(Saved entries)
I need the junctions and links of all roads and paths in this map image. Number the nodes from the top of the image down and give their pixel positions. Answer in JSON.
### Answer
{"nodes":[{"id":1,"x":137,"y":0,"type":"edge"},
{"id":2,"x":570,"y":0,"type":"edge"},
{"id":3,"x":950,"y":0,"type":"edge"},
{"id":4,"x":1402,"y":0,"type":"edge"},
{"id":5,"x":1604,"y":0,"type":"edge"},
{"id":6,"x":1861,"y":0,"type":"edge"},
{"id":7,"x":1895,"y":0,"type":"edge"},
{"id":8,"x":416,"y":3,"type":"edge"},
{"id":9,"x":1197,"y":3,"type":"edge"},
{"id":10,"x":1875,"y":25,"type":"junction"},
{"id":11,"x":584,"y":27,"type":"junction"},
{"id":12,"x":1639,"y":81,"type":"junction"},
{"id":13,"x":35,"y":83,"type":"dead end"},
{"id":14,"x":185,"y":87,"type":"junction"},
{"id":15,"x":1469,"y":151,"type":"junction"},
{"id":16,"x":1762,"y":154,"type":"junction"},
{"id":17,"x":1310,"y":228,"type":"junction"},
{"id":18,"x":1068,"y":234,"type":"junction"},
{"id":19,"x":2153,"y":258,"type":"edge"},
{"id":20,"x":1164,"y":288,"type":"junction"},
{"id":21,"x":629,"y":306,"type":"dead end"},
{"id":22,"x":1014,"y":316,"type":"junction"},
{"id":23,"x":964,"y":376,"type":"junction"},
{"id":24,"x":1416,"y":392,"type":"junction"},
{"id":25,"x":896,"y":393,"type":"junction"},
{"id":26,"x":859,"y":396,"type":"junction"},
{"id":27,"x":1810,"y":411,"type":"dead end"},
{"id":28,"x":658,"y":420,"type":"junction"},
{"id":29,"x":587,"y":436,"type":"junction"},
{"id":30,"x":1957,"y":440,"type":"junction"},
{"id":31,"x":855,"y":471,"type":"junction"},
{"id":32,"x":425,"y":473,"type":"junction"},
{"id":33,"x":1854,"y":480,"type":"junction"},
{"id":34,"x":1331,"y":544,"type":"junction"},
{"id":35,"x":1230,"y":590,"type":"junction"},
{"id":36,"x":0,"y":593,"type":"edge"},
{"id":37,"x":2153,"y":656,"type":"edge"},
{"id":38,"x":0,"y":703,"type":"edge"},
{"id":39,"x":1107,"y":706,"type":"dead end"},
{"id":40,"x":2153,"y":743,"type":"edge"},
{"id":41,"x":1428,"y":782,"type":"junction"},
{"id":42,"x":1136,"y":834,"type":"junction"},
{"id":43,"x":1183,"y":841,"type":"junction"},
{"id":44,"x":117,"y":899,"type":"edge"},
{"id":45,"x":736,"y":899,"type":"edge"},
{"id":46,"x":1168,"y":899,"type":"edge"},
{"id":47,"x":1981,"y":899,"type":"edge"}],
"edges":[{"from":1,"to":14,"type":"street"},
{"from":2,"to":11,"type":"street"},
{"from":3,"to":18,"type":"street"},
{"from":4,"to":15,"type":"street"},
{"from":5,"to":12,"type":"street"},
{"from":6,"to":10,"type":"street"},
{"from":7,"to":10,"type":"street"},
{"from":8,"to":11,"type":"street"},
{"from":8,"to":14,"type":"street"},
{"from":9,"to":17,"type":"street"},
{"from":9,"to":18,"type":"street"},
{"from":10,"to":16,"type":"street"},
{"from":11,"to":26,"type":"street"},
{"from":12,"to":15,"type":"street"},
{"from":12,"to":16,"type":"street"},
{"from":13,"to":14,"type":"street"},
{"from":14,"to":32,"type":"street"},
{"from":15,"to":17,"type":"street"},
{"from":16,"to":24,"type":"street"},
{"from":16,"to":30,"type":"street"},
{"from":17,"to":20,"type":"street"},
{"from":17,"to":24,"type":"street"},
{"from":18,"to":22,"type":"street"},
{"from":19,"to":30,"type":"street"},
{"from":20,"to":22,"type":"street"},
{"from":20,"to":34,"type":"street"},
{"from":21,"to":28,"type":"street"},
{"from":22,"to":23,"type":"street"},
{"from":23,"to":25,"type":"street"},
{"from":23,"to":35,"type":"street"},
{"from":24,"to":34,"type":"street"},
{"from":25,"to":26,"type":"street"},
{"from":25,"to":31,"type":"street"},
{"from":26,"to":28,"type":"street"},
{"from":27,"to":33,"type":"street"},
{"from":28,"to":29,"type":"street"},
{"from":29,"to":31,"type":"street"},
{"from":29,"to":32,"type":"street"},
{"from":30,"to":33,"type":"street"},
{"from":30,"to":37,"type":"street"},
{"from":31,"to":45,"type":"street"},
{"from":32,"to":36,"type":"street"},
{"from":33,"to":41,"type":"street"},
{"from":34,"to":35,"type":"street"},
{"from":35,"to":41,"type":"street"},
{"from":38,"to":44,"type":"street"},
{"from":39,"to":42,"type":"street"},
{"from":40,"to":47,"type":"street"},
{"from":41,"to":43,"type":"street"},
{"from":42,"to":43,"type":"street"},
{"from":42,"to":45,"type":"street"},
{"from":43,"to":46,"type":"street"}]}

▶ _ACTIVITY_
Would you please transcribe all of the entries above exactly?

▶ _SOLUTION TO THIS PROBLEM_
I need the junctions and links of all roads and paths in this map image. Number the nodes from the top of the image down and give their pixel positions. Answer in JSON.
### Answer
{"nodes":[{"id":1,"x":137,"y":0,"type":"edge"},
{"id":2,"x":570,"y":0,"type":"edge"},
{"id":3,"x":950,"y":0,"type":"edge"},
{"id":4,"x":1402,"y":0,"type":"edge"},
{"id":5,"x":1604,"y":0,"type":"edge"},
{"id":6,"x":1861,"y":0,"type":"edge"},
{"id":7,"x":1895,"y":0,"type":"edge"},
{"id":8,"x":416,"y":3,"type":"edge"},
{"id":9,"x":1197,"y":3,"type":"edge"},
{"id":10,"x":1875,"y":25,"type":"junction"},
{"id":11,"x":584,"y":27,"type":"junction"},
{"id":12,"x":1639,"y":81,"type":"junction"},
{"id":13,"x":35,"y":83,"type":"dead end"},
{"id":14,"x":185,"y":87,"type":"junction"},
{"id":15,"x":1469,"y":151,"type":"junction"},
{"id":16,"x":1762,"y":154,"type":"junction"},
{"id":17,"x":1310,"y":228,"type":"junction"},
{"id":18,"x":1068,"y":234,"type":"junction"},
{"id":19,"x":2153,"y":258,"type":"edge"},
{"id":20,"x":1164,"y":288,"type":"junction"},
{"id":21,"x":629,"y":306,"type":"dead end"},
{"id":22,"x":1014,"y":316,"type":"junction"},
{"id":23,"x":964,"y":376,"type":"junction"},
{"id":24,"x":1416,"y":392,"type":"junction"},
{"id":25,"x":896,"y":393,"type":"junction"},
{"id":26,"x":859,"y":396,"type":"junction"},
{"id":27,"x":1810,"y":411,"type":"dead end"},
{"id":28,"x":658,"y":420,"type":"junction"},
{"id":29,"x":587,"y":436,"type":"junction"},
{"id":30,"x":1957,"y":440,"type":"junction"},
{"id":31,"x":855,"y":471,"type":"junction"},
{"id":32,"x":425,"y":473,"type":"junction"},
{"id":33,"x":1854,"y":480,"type":"junction"},
{"id":34,"x":1331,"y":544,"type":"junction"},
{"id":35,"x":1230,"y":590,"type":"junction"},
{"id":36,"x":0,"y":593,"type":"edge"},
{"id":37,"x":2153,"y":656,"type":"edge"},
{"id":38,"x":0,"y":703,"type":"edge"},
{"id":39,"x":1107,"y":706,"type":"dead end"},
{"id":40,"x":2153,"y":743,"type":"edge"},
{"id":41,"x":1428,"y":782,"type":"junction"},
{"id":42,"x":1136,"y":834,"type":"junction"},
{"id":43,"x":1183,"y":841,"type":"junction"},
{"id":44,"x":117,"y":899,"type":"edge"},
{"id":45,"x":736,"y":899,"type":"edge"},
{"id":46,"x":1168,"y":899,"type":"edge"},
{"id":47,"x":1981,"y":899,"type":"edge"}],
"edges":[{"from":1,"to":14,"type":"street"},
{"from":2,"to":11,"type":"street"},
{"from":3,"to":18,"type":"street"},
{"from":4,"to":15,"type":"street"},
{"from":5,"to":12,"type":"street"},
{"from":6,"to":10,"type":"street"},
{"from":7,"to":10,"type":"street"},
{"from":8,"to":11,"type":"street"},
{"from":8,"to":14,"type":"street"},
{"from":9,"to":17,"type":"street"},
{"from":9,"to":18,"type":"street"},
{"from":10,"to":16,"type":"street"},
{"from":11,"to":26,"type":"street"},
{"from":12,"to":15,"type":"street"},
{"from":12,"to":16,"type":"street"},
{"from":13,"to":14,"type":"street"},
{"from":14,"to":32,"type":"street"},
{"from":15,"to":17,"type":"street"},
{"from":16,"to":24,"type":"street"},
{"from":16,"to":30,"type":"street"},
{"from":17,"to":20,"type":"street"},
{"from":17,"to":24,"type":"street"},
{"from":18,"to":22,"type":"street"},
{"from":19,"to":30,"type":"street"},
{"from":20,"to":22,"type":"street"},
{"from":20,"to":34,"type":"street"},
{"from":21,"to":28,"type":"street"},
{"from":22,"to":23,"type":"street"},
{"from":23,"to":25,"type":"street"},
{"from":23,"to":35,"type":"street"},
{"from":24,"to":34,"type":"street"},
{"from":25,"to":26,"type":"street"},
{"from":25,"to":31,"type":"street"},
{"from":26,"to":28,"type":"street"},
{"from":27,"to":33,"type":"street"},
{"from":28,"to":29,"type":"street"},
{"from":29,"to":31,"type":"street"},
{"from":29,"to":32,"type":"street"},
{"from":30,"to":33,"type":"street"},
{"from":30,"to":37,"type":"street"},
{"from":31,"to":45,"type":"street"},
{"from":32,"to":36,"type":"street"},
{"from":33,"to":41,"type":"street"},
{"from":34,"to":35,"type":"street"},
{"from":35,"to":41,"type":"street"},
{"from":38,"to":44,"type":"street"},
{"from":39,"to":42,"type":"street"},
{"from":40,"to":47,"type":"street"},
{"from":41,"to":43,"type":"street"},
{"from":42,"to":43,"type":"street"},
{"from":42,"to":45,"type":"street"},
{"from":43,"to":46,"type":"street"}]}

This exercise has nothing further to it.